== Given entries ==
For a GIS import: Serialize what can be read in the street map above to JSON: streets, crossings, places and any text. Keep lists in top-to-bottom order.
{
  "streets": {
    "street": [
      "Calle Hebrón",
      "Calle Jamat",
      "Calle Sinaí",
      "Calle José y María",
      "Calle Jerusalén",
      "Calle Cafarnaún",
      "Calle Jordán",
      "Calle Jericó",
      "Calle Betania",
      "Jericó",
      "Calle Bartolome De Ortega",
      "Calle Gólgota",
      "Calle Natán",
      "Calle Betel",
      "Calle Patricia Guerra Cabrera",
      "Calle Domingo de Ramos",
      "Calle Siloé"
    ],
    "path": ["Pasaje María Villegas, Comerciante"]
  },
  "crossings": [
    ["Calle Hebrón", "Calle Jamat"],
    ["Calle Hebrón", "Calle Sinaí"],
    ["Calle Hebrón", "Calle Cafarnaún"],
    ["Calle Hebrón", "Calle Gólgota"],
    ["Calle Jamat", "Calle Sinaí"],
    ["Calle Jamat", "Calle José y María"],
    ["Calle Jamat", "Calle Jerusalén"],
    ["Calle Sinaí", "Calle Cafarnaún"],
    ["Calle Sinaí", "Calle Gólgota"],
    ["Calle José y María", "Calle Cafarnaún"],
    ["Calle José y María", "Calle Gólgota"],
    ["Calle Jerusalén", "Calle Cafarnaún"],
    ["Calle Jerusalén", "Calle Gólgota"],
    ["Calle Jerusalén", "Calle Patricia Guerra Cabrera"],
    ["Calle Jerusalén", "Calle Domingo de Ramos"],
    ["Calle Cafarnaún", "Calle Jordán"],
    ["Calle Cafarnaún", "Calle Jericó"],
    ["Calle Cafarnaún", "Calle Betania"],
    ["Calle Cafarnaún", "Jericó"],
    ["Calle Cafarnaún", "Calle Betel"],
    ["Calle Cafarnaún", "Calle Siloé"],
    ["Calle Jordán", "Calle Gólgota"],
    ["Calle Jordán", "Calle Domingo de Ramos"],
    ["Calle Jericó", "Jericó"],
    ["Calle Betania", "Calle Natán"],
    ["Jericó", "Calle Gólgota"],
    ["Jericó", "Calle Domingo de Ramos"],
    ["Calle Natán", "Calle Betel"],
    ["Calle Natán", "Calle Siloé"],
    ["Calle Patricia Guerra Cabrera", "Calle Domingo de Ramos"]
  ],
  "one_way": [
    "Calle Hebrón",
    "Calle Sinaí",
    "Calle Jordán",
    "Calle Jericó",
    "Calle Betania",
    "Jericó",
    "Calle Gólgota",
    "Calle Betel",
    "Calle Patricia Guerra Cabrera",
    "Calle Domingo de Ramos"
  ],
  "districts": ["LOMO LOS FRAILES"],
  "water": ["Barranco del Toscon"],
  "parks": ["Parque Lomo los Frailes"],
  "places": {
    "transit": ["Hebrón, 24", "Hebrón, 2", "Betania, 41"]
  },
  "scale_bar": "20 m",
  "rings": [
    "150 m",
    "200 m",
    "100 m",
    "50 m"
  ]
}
===
*Try it:*
Every line of the material above that has the string "Cabrera" needs pulling out.

*Solution to this problem:*
      "Calle Patricia Guerra Cabrera",
    ["Calle Jerusalén", "Calle Patricia Guerra Cabrera"],
    ["Calle Patricia Guerra Cabrera", "Calle Domingo de Ramos"]
    "Calle Patricia Guerra Cabrera",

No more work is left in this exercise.